Who wants this stuff?. Anymore there is a bunch of naysayers waiting to claim you cheated somehow or that you didnt even do it. I would take the money to not register... Much better that way.


----------



## ART (Jul 7, 2004)

U.P. Whackmaster said:


> Lance Armstrong dominated cycling and those envious and jeleous of his accomplishments said he was doping. Well, 'ole Lance proved them wrong! It was in his personality as a *competitor* to stand up and say prove them wrong.


You should edit your post!!
armstrong should be made to pay back every penny he stole from anybody.
It takes a certain kind of person to look you in the eye, and lie to get something from you....

To not enter a buck on your misplaced principles, then pretend that it is legitimate, then try to steal the honor from someone who really did shoot the biggest buck also takes a certain kind of person...
rompola made his decision, for whatever reason, to not legitimize the deer-let it disappear for good.


----------



## METTLEFISH (Jan 31, 2009)

Northwood lures said:


> Here is a record catch (2012) that we released simply because we didnt want the press and the bad mouthing that would have come with the registration.
> Who wants this stuff?. Anymore there is a bunch of naysayers waiting to claim you cheated somehow or that you didnt even do it.

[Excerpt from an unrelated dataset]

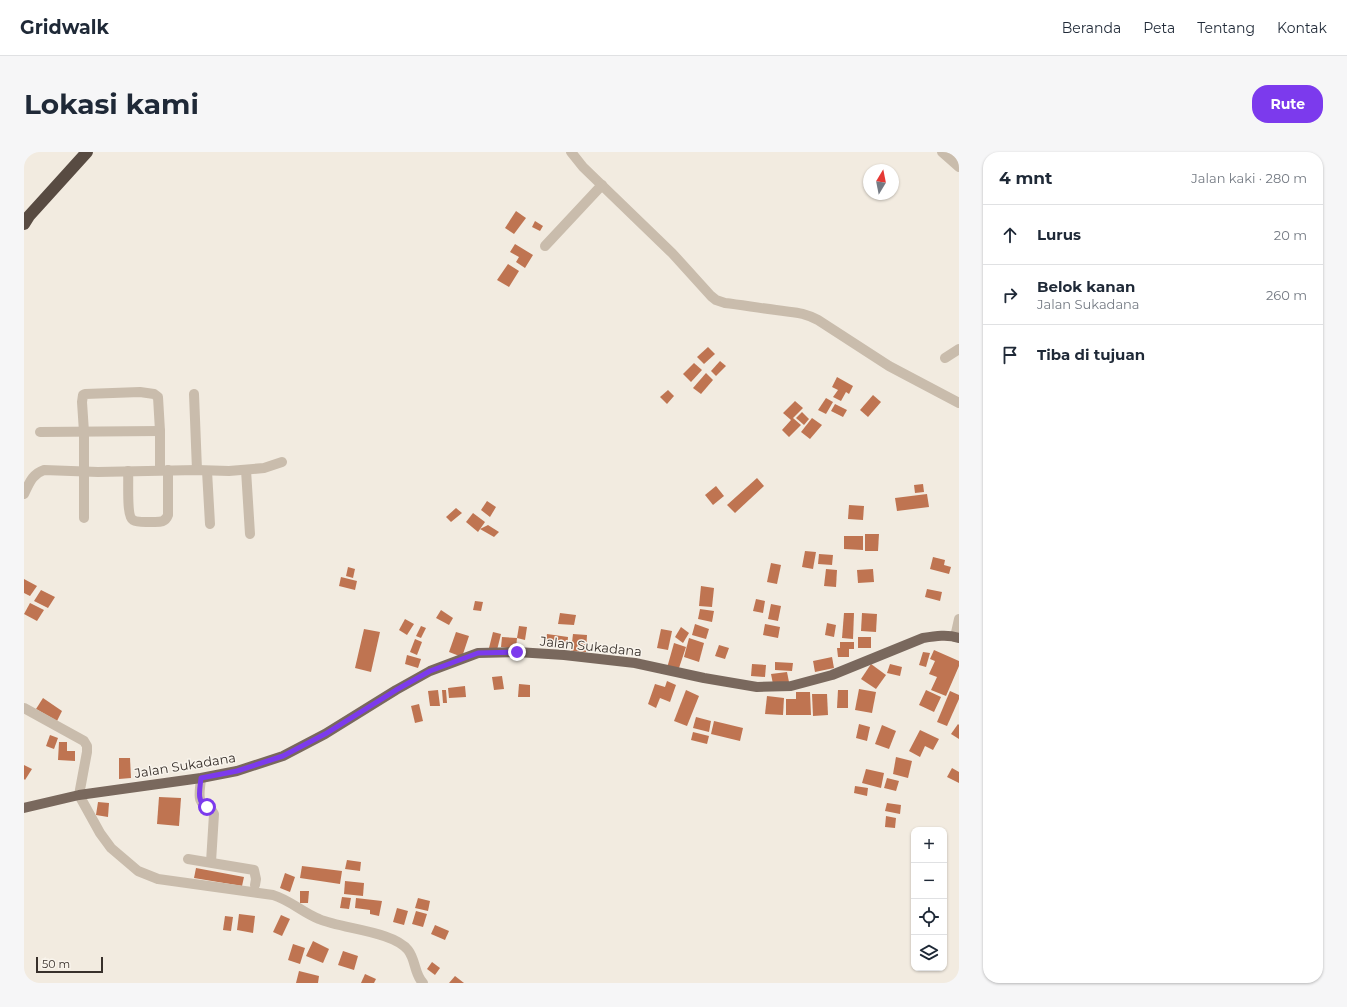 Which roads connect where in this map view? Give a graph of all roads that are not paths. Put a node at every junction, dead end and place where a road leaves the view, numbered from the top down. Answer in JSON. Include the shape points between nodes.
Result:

I would take the money to not register... Much better that way.


 
WOW... that's one SMALL WOMAN!....


----------



## john warren (Jan 25, 2005)

AAAARRRRRGGGGGHHHH!!!!!:yikes: will it never go away?


----------



## MERGANZER (Aug 24, 2006)

Nobody has any facts on this at all. I think its legit. I also think the way he has been treated over it is horrible. CBM I believe has scored it and they have commented on it as well. Just sayin

Ganzer


----------



## brookie1 (Jan 26, 2011)

john warren said:


> AAAARRRRRGGGGGHHHH!!!!!:yikes: will it never go away?


As long as people bump 6 year old threads for no reason I can fathom other than being "that guy" and others then continue to comment, it will always be here.


----------



## Northwood lures (Jan 23, 2013)

METTLEFISH said:


> WOW... that's one SMALL WOMAN!....


 She is 5' 5"
Her fish was 11" longer and much larger in body than the one I am holding here.


----------



## gillcommander (Oct 19, 2011)

That fish is a FAKE..."droopy whiskers" give it away!!!

*** seriously...awesome fish ***

posted using Outdoor Hub Campfire


----------



## trucker3573 (Aug 29, 2010)

Rustyaxecamp said:


> I heard Mitch has taken up Dall Sheep hunting.......


Priceless!!!! LOVE IT>>>LMAO!


----------